═══ EXTRACTED DATA ═══

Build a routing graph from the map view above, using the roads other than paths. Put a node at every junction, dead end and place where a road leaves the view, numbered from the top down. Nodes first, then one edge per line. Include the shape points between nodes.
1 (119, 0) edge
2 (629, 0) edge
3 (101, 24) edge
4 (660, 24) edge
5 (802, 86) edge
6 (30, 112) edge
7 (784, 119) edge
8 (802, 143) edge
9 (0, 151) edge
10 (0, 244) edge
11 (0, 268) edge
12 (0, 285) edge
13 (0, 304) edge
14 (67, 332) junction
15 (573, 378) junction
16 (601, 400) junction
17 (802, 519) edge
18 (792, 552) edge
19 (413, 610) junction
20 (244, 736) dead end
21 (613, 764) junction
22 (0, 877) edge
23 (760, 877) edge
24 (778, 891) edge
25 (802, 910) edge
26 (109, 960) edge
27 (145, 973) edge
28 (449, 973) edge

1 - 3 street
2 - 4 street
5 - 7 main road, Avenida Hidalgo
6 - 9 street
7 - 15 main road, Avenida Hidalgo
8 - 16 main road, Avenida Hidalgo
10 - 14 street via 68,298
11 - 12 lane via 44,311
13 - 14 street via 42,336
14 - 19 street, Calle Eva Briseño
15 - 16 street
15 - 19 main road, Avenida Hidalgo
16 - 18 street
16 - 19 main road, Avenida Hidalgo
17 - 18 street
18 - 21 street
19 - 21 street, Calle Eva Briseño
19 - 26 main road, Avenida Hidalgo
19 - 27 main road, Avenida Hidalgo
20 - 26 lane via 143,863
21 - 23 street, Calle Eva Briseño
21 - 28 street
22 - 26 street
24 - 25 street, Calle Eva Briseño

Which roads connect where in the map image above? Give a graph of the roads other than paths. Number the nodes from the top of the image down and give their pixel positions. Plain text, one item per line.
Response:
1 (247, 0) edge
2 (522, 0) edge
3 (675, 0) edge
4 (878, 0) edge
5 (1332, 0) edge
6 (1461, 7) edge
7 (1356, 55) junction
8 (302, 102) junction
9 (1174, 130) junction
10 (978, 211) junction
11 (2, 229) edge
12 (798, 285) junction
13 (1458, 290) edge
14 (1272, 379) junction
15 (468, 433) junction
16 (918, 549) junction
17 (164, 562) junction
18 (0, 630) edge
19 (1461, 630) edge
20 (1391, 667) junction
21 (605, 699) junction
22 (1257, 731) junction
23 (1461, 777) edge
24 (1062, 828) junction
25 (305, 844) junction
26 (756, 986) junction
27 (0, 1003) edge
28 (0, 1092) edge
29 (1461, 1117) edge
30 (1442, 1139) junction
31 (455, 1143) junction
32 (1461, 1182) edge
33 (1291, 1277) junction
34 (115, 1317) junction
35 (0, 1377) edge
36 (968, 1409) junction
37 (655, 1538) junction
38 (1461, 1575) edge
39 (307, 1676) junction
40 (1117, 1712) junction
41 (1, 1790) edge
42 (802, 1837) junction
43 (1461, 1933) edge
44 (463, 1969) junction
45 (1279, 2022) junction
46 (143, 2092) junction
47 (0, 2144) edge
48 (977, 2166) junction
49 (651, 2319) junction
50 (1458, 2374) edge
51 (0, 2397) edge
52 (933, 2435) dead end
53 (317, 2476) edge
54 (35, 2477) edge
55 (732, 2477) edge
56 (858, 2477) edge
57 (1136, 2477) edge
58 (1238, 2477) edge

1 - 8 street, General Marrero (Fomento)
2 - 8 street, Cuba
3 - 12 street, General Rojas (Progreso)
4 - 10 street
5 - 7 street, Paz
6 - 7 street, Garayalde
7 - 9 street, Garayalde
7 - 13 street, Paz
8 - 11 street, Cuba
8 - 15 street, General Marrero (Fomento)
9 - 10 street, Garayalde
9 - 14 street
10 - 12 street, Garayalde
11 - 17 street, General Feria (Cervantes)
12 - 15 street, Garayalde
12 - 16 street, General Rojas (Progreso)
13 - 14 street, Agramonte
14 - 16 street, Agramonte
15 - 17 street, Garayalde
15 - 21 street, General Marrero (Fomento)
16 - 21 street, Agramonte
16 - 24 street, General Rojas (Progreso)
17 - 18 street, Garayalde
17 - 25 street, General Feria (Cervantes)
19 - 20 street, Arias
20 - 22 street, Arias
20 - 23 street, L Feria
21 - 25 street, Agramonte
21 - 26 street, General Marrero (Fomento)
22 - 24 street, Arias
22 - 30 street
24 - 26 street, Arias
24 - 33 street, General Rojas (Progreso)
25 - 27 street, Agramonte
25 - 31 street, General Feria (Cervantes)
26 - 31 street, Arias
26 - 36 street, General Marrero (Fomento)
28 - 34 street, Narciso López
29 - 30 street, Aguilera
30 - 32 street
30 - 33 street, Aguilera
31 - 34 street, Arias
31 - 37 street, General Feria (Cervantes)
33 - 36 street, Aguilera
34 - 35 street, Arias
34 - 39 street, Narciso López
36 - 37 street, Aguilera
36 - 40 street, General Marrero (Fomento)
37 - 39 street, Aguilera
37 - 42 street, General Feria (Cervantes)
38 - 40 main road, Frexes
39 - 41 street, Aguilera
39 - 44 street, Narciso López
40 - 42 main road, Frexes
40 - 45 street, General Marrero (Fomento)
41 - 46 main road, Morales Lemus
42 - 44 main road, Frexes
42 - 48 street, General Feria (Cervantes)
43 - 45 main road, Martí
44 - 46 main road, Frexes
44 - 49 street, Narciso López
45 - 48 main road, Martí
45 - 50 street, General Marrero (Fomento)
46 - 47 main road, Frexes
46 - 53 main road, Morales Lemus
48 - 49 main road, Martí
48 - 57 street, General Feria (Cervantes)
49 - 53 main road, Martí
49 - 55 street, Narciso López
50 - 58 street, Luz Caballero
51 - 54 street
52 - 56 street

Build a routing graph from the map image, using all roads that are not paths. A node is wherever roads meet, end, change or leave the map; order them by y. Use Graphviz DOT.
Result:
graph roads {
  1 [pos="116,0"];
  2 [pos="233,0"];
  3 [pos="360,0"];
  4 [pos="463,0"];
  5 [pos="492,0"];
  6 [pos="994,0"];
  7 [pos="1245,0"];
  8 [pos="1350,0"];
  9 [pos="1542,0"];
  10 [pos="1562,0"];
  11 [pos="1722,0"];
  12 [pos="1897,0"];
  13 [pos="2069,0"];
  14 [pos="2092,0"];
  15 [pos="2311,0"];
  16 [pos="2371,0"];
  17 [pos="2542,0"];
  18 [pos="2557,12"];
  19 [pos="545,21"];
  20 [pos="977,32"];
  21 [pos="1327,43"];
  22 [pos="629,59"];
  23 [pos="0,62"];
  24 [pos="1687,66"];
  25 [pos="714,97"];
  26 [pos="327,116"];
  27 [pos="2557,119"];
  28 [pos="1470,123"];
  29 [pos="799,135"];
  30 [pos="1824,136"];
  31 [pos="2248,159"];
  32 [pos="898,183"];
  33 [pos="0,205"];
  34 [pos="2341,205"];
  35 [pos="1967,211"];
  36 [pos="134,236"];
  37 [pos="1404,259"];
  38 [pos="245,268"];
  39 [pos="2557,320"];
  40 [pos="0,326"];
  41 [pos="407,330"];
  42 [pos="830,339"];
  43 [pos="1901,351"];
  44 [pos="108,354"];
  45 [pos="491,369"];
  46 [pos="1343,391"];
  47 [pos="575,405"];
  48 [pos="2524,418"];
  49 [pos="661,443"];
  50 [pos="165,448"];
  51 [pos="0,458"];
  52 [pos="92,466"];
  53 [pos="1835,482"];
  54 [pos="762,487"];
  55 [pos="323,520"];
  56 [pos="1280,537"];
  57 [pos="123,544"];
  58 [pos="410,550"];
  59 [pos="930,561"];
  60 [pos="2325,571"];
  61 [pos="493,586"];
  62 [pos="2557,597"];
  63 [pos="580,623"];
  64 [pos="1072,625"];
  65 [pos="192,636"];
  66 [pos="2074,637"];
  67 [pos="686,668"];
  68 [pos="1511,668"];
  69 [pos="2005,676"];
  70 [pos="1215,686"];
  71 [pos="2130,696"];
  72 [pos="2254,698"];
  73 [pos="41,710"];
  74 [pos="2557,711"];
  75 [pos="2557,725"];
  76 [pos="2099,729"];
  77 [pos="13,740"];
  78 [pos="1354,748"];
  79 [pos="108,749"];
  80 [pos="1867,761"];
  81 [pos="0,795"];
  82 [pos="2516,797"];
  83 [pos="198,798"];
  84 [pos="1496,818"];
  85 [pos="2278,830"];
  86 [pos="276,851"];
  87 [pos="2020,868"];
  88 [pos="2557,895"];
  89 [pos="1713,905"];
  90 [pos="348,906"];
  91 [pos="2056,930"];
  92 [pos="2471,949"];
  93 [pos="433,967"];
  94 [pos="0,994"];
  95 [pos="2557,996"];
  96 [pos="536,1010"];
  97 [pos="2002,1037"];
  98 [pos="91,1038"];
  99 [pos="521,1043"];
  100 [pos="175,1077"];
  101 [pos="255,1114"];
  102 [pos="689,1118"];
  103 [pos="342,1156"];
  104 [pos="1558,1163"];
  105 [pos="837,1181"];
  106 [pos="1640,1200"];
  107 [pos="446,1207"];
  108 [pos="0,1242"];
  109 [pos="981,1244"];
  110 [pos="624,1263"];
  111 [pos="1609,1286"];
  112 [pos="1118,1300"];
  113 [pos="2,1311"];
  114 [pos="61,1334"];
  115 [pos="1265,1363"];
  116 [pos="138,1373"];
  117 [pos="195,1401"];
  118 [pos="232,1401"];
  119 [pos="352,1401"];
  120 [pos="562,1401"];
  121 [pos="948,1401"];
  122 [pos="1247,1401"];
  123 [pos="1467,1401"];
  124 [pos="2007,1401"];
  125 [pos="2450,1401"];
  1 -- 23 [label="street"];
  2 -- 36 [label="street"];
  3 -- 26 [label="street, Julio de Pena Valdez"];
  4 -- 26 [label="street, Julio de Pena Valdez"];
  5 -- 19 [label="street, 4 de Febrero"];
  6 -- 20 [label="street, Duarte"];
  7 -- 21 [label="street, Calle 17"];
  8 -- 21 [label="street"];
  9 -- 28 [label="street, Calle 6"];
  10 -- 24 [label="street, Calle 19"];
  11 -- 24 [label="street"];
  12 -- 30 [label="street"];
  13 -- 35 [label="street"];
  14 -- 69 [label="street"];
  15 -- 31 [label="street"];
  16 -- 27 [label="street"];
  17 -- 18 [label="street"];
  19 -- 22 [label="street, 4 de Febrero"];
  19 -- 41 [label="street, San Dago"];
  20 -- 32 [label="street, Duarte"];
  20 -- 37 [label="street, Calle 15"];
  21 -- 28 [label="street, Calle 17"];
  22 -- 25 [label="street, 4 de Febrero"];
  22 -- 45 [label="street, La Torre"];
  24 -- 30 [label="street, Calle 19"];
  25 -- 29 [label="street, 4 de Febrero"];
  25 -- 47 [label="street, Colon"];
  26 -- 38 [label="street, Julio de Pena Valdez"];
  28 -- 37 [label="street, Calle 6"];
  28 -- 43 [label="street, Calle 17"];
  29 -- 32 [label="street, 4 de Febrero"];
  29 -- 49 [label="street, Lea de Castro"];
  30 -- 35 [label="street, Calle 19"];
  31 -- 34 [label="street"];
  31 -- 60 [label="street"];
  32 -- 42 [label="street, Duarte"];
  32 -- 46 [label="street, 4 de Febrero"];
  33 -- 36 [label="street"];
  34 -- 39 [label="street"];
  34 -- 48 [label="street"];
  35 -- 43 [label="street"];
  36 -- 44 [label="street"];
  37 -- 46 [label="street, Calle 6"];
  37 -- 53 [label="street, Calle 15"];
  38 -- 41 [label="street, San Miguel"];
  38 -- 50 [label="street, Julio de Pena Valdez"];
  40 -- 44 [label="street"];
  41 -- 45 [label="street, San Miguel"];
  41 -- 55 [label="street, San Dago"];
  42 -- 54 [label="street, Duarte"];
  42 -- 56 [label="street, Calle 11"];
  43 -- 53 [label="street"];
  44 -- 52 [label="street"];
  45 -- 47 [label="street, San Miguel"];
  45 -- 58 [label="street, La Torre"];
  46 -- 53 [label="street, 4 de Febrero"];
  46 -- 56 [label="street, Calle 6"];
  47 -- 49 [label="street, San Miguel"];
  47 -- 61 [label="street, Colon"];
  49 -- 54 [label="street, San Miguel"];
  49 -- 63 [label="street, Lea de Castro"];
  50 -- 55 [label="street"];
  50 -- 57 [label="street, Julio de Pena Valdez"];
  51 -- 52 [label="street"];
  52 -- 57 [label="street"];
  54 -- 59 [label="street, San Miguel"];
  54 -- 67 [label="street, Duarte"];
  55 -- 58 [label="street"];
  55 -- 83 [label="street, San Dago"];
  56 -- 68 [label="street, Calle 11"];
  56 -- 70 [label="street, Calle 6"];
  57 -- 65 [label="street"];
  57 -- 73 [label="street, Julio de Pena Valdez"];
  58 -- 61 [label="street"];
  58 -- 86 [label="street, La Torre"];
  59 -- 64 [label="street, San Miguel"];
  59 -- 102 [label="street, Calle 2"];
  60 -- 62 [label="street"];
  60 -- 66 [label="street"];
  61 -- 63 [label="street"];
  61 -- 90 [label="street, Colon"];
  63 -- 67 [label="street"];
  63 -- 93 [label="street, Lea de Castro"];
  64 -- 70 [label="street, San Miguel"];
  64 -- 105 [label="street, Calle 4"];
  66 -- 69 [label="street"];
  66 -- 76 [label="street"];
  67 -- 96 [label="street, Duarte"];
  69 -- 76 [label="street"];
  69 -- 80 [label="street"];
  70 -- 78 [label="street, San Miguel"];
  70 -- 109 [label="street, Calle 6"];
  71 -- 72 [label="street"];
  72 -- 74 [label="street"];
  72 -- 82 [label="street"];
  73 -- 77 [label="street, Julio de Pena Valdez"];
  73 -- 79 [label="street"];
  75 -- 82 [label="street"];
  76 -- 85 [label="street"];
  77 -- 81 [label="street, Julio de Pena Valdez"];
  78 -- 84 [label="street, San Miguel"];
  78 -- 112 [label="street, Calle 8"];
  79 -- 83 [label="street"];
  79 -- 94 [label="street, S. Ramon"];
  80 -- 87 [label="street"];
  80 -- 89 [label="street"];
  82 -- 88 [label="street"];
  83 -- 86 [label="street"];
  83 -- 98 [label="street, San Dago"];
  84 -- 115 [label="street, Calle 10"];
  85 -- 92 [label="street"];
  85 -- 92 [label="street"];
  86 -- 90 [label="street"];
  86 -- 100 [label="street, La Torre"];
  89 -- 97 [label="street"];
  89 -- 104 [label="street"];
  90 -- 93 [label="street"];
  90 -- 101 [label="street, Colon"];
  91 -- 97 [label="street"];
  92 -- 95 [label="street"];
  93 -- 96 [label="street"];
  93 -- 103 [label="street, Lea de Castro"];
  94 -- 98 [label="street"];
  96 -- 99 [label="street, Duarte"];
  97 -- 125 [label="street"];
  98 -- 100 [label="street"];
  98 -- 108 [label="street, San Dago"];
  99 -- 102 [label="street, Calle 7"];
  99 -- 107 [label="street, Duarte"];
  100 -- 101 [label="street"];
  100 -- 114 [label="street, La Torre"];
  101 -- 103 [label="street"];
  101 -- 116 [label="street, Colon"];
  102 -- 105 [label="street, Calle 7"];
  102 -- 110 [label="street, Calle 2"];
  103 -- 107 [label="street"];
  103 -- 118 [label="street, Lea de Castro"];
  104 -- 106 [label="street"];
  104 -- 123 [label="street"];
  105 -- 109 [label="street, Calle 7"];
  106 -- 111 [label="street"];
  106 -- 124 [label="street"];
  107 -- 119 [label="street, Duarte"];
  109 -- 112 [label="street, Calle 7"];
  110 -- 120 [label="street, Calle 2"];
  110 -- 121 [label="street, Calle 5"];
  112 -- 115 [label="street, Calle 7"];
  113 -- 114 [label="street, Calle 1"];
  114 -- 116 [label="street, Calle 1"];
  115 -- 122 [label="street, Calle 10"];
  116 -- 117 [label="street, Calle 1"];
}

═══

TASK:
All lines in the listing above that contain "Progreso" should be shown.

WRITTEN RESPONSE:
3 - 12 street, General Rojas (Progreso)
12 - 16 street, General Rojas (Progreso)
16 - 24 street, General Rojas (Progreso)
24 - 33 street, General Rojas (Progreso)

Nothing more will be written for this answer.